Abstract

Alzheimer's disease (AD) incidence is thought to be higher among Black than White individuals. We studied the US Medicare population from 2000 to 2018. Cox regression was used to determine the roles of race and co-morbidities for AD incidence. We studied 11,880,906 Medicare beneficiaries, with 774,548 AD cases. Hazard ratios (HRs) by increasing numbers of co-morbidities (1-7) were 1.51, 2.00, 2.55, 3.16, 2.89, 4.77, and 5.65. Among those with no co-morbidities, Black individuals had a lower rate than those who are White (HR=0.69), while among those with one more co-morbidities, Black individuals had a higher rate (HR=1.19).

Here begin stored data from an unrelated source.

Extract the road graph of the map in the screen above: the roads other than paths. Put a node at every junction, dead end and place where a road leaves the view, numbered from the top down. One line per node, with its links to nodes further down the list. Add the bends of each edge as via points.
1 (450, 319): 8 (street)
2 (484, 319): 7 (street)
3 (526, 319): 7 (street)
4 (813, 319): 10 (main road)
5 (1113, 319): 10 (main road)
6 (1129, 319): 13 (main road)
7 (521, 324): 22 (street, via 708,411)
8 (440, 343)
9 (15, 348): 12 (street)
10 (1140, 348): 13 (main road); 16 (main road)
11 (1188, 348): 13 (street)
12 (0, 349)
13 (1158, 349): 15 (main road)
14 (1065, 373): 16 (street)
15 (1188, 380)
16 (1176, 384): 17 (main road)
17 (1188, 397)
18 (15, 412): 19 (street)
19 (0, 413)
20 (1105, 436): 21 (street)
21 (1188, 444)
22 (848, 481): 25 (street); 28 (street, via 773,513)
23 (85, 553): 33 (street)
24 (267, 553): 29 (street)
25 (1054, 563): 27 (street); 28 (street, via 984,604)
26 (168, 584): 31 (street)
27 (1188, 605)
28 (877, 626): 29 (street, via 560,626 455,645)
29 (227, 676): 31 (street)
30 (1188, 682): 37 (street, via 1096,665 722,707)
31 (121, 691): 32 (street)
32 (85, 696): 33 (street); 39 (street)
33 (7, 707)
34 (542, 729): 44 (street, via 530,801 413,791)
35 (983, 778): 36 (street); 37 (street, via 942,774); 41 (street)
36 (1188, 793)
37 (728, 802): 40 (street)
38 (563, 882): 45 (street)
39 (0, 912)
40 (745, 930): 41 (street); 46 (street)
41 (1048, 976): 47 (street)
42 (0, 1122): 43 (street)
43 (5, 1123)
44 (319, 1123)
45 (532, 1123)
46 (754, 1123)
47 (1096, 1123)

The presence of hypertension increased AD rates by 14% for White individuals, but 69% for those who are Black. More co-morbidities was strongly associated with higher AD rates. The higher rates for Black versus White individuals was apparent only for those with co-morbidities and appears driven both by more co-morbidities, and the greater effect of hypertension. Black individuals have been shown to have higher Alzheimer's disease (AD) rates than those who are White. Some co-morbidities are known to increase AD risk. Among those In Medicare data with no co-morbidities, Black individuals have less risk than those who are White. Among those with co-morbidities, Black individuals have higher rates than those who are White. Hypertension results in a much stronger increase in AD risk for Black versus White individuals.